Closed IanSudbery closed 6 years ago
Hi Ian,
It looks like Database.py works with both for forward compatibility. It uses sqlite3
for path
and sqlalchemy
for url
.
Most of the code in cgat-flow
connect with sqlite3
directly:
$ grep -n 'database_name' -r CGATPipelines | egrep -v 'Binary'
CGATPipelines/PipelineIntervalAnnotation.py:124: dbhandle = sqlite3.connect(PARAMS["database_name"])
CGATPipelines/PipelineIntervals.py:2611: dbhandle = sqlite3.connect(P.get_params()["database_name"])
CGATPipelines/pipeline_exome.py:1483: database = PARAMS["database_name"]
CGATPipelines/pipeline_rnaseqdiffexpression.py:417: dbh = sqlite3.connect(PARAMS["database_name"])
CGATPipelines/pipeline_bamstats.py:202: dbh = sqlite3.connect(PARAMS["database_name"])

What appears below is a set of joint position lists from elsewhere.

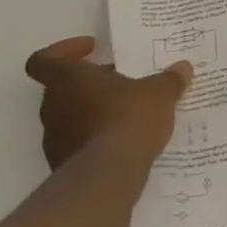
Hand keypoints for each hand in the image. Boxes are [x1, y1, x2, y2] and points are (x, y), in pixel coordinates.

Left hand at [24, 37, 193, 175]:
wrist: (107, 178)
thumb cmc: (127, 119)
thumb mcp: (159, 93)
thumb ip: (169, 79)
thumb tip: (182, 68)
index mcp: (68, 79)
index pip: (44, 60)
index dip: (64, 50)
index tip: (92, 49)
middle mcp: (53, 107)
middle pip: (62, 87)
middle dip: (91, 83)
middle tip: (121, 81)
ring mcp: (54, 139)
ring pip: (70, 116)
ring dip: (93, 112)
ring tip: (128, 113)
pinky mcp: (63, 166)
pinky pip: (78, 144)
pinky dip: (96, 139)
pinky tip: (125, 142)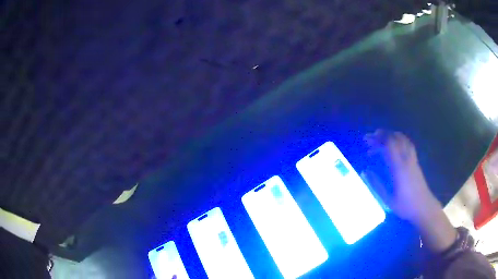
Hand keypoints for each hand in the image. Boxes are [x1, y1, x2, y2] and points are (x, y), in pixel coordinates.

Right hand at [364, 129, 456, 252]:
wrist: (423, 207)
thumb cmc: (405, 205)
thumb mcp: (388, 199)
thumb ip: (376, 185)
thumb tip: (365, 171)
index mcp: (399, 168)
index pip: (388, 146)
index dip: (377, 140)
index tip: (366, 140)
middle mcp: (406, 160)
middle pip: (395, 139)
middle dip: (382, 134)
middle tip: (370, 137)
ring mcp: (412, 159)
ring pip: (402, 139)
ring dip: (391, 134)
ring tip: (381, 136)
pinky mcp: (416, 161)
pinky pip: (408, 143)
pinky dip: (399, 138)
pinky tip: (395, 142)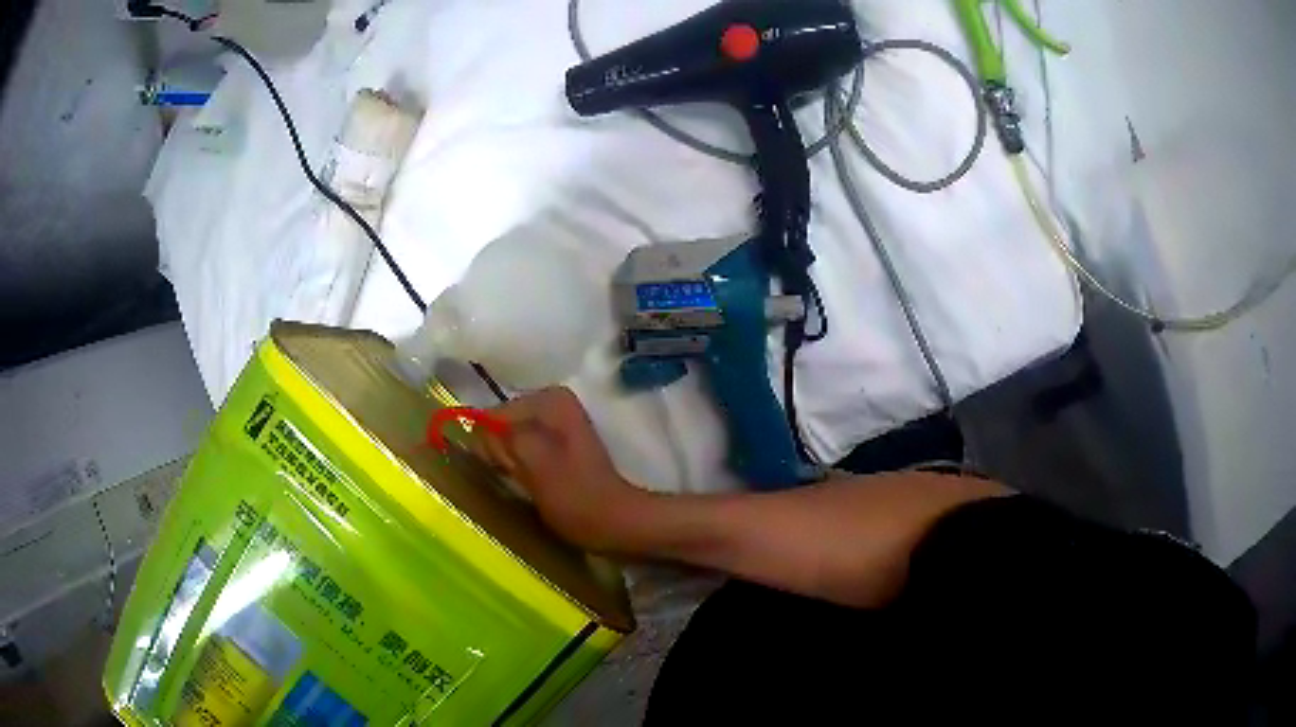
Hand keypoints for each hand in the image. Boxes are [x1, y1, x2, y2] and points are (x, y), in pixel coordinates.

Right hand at [480, 387, 648, 553]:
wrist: (617, 523)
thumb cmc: (577, 496)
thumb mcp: (533, 462)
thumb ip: (502, 438)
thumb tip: (476, 430)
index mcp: (548, 399)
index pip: (491, 416)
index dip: (490, 447)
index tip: (507, 472)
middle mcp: (551, 404)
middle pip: (499, 428)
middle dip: (500, 455)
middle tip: (521, 482)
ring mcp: (555, 427)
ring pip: (508, 443)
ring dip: (509, 465)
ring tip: (526, 488)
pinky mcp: (557, 450)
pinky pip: (522, 454)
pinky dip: (520, 470)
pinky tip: (531, 488)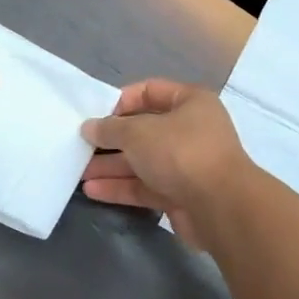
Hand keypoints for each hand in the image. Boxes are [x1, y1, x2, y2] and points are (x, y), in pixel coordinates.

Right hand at [80, 79, 255, 247]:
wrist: (220, 207)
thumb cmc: (181, 152)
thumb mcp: (139, 132)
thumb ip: (110, 128)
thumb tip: (89, 127)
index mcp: (190, 102)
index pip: (150, 91)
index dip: (121, 101)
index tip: (95, 115)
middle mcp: (191, 130)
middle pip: (144, 130)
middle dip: (111, 139)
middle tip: (80, 147)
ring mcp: (187, 164)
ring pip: (142, 161)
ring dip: (111, 166)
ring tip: (78, 172)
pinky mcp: (180, 195)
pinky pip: (145, 186)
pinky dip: (121, 187)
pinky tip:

CGATPipelines/PipelineGO.py:69: database_name
CGATPipelines/PipelineGO.py:98: dbh = sqlite3.connect(PARAMS["database_name"])
CGATPipelines/PipelineGO.py:446: dbhandle = sqlite3.connect(PARAMS["database_name"])
CGATPipelines/PipelineEnrichment.py:306: dbhandle = sqlite3.connect(P.get_params()["database_name"])
CGATPipelines/PipelineEnrichment.py:544: dbhandle = sqlite3.connect(P.get_params()["database_name"])
CGATPipelines/pipeline_splicing.py:174: dbh = sqlite3.connect(PARAMS["database_name"])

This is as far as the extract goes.